* INFORMATION SHOWN *
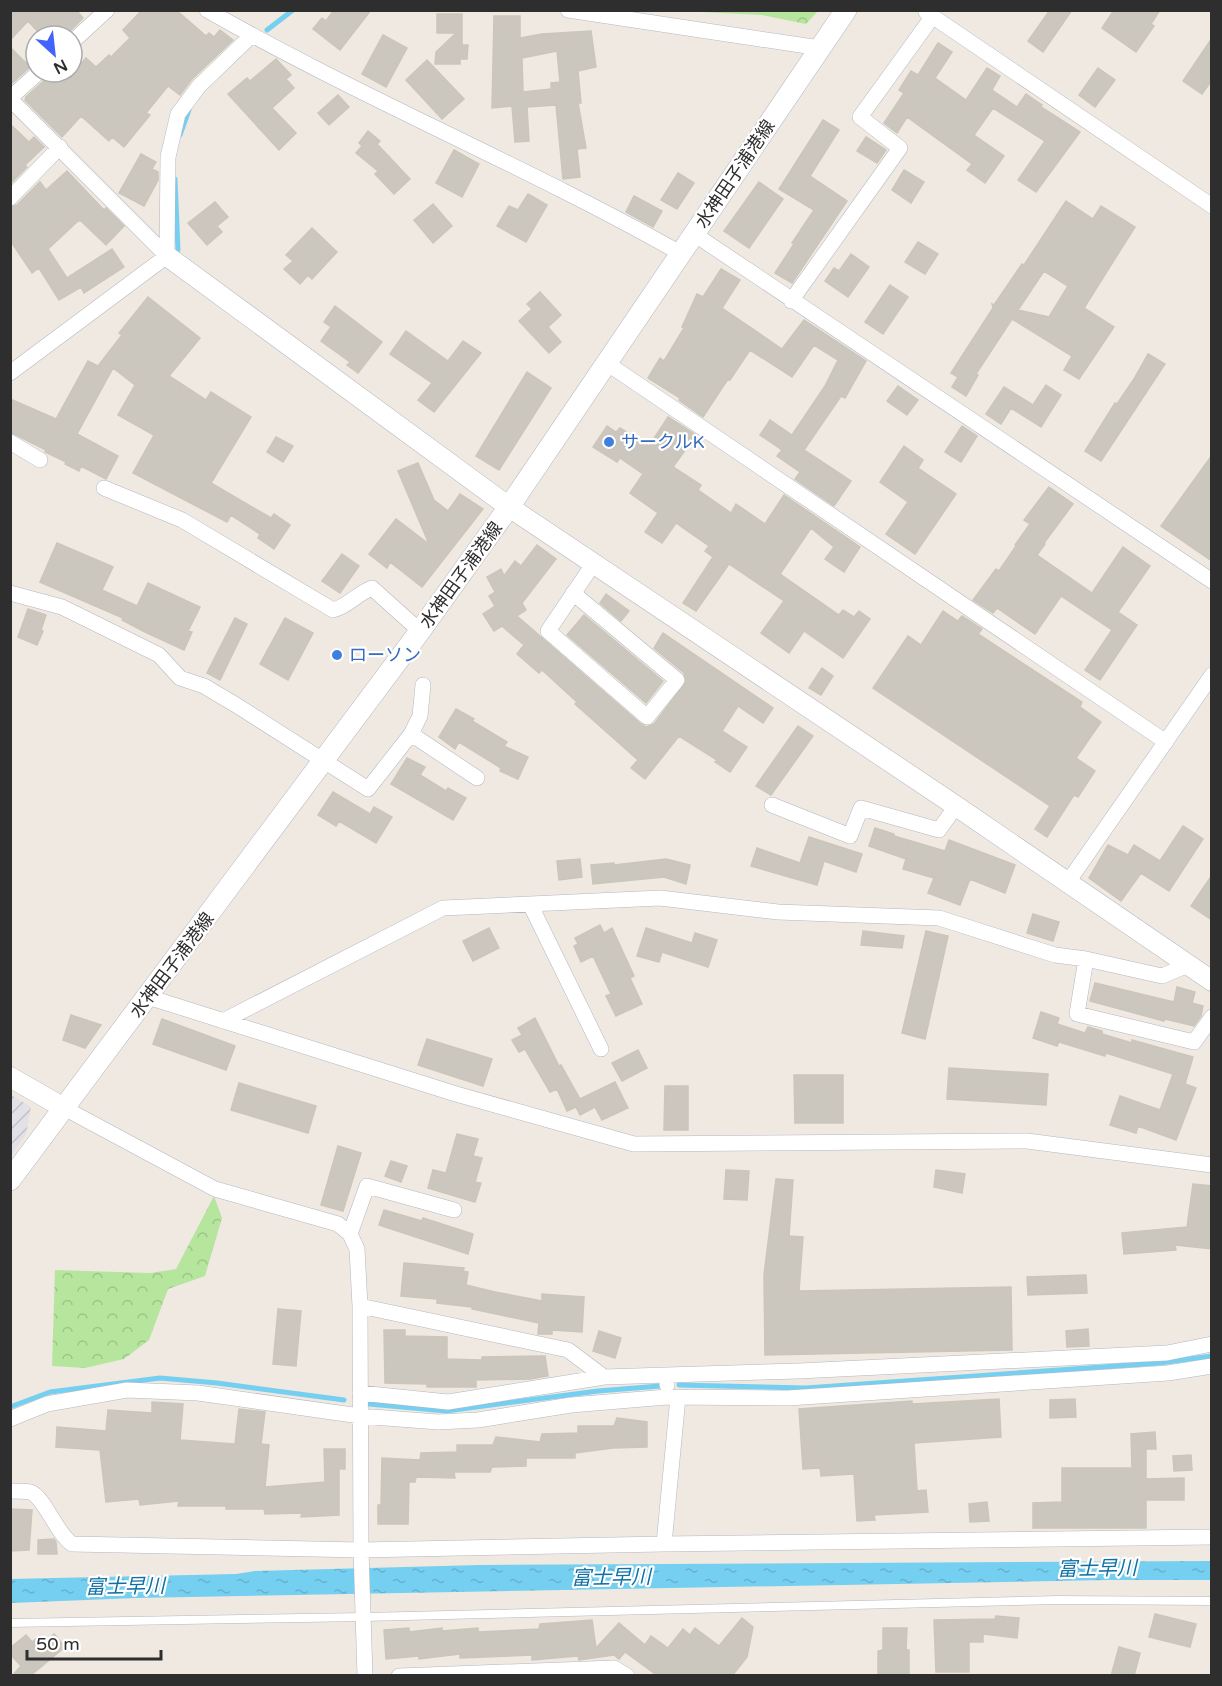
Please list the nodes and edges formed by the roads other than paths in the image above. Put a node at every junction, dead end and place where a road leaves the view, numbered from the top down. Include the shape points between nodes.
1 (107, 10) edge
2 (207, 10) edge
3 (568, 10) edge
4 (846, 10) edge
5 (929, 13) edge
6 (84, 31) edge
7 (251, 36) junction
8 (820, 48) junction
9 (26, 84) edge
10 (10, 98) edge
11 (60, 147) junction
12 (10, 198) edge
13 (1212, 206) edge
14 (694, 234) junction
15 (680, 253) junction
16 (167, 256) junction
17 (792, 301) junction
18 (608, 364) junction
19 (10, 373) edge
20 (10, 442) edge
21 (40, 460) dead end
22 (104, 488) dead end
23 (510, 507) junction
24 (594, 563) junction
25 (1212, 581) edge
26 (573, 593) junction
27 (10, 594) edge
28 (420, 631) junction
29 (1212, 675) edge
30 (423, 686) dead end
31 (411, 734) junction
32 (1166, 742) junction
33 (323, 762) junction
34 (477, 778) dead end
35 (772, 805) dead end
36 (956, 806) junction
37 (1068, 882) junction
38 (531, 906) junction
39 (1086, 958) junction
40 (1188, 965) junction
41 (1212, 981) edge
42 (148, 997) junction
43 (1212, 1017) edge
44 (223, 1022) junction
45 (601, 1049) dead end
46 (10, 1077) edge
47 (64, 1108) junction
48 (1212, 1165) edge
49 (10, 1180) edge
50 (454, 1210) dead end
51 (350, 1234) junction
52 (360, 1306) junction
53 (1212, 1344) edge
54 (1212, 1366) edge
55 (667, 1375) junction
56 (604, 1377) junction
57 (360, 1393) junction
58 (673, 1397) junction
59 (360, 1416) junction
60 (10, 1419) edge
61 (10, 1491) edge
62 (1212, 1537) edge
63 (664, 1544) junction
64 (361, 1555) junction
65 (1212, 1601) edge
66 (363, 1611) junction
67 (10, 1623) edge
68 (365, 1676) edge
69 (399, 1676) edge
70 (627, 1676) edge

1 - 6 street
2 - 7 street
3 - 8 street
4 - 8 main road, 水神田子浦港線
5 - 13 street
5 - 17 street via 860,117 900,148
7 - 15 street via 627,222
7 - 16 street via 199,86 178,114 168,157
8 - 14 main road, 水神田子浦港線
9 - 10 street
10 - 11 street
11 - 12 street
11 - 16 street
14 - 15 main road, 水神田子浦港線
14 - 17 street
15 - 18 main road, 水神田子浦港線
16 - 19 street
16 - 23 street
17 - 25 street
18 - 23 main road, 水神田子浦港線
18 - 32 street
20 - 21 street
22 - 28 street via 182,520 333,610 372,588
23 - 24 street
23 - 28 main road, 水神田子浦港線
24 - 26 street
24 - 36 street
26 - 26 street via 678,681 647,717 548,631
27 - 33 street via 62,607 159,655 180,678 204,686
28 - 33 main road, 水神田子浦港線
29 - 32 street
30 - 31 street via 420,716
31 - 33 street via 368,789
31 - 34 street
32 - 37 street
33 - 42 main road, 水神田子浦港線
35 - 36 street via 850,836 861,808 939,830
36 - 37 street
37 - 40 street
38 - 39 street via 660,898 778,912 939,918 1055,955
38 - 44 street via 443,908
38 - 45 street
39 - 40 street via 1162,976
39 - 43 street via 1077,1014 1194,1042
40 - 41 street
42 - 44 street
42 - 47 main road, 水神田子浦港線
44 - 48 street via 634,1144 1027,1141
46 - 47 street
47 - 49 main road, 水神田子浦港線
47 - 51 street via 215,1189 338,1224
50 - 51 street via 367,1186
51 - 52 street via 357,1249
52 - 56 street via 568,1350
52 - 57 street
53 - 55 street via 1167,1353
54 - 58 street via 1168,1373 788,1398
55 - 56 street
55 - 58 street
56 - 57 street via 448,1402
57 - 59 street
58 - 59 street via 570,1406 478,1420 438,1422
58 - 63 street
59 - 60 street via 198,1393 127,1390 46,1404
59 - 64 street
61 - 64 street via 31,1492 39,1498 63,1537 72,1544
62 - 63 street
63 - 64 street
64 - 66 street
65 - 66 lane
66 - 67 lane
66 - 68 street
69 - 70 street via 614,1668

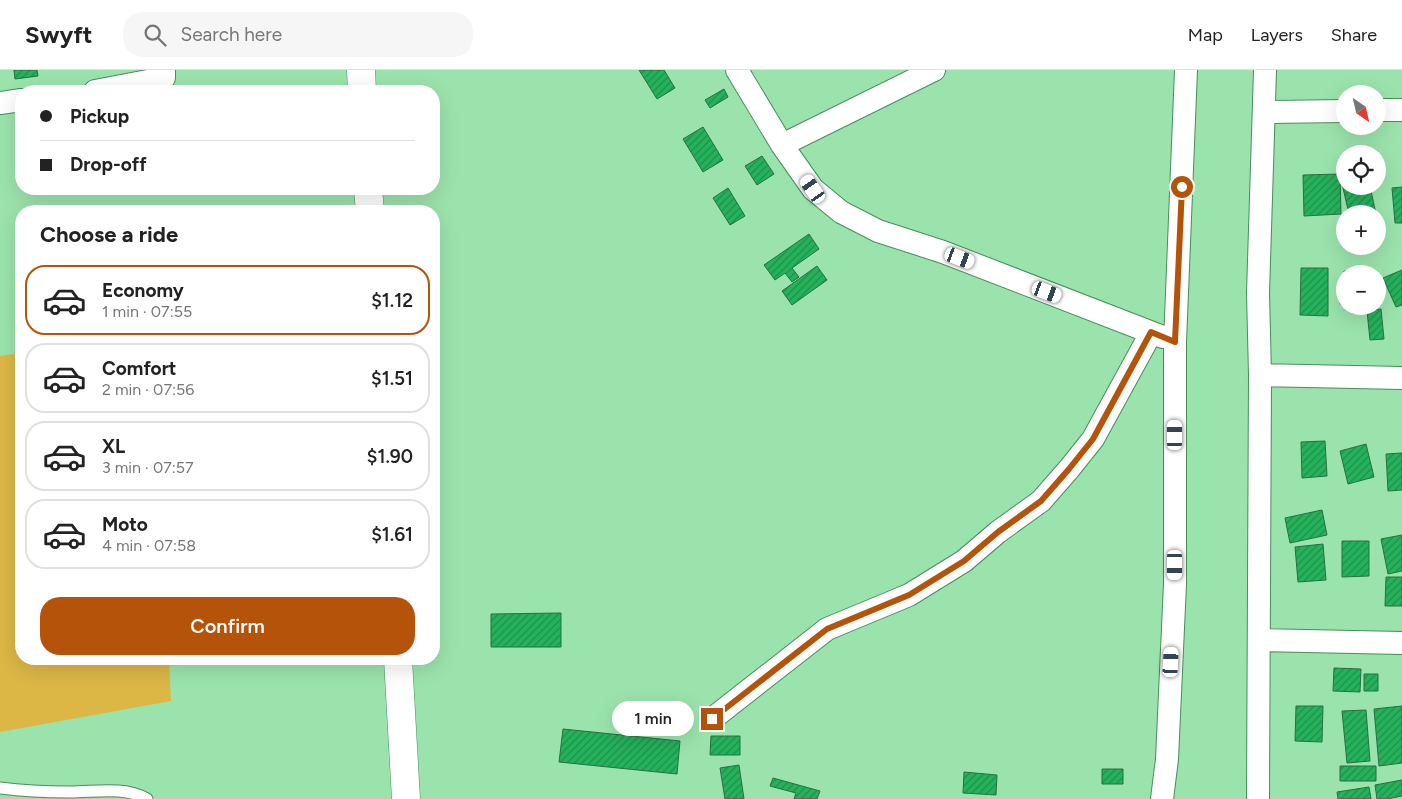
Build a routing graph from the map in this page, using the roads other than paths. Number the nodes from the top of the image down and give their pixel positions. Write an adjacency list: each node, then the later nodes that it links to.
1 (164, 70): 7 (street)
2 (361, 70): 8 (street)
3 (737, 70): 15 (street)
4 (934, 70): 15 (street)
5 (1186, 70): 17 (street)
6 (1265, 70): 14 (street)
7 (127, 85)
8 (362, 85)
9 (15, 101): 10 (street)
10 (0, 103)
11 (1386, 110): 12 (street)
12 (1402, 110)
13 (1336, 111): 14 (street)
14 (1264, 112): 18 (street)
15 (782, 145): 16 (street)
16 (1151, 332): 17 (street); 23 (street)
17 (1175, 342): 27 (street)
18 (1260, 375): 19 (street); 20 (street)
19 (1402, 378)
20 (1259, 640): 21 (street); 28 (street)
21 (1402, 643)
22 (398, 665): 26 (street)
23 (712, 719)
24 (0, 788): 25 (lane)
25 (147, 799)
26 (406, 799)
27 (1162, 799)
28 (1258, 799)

* PROBLEM TO WORK ON *
Wherever the word "nodes" appears in the entries above, copy that whole line.

* OUTPUT FOR THIS TASK *
Please list the nodes and edges formed by the roads other than paths in the image above. Put a node at every junction, dead end and place where a road leaves the view, numbered from the top down. Include the shape points between nodes.
Build a routing graph from the map in this page, using the roads other than paths. Number the nodes from the top of the image down and give their pixel positions. Write an adjacency list: each node, then the later nodes that it links to.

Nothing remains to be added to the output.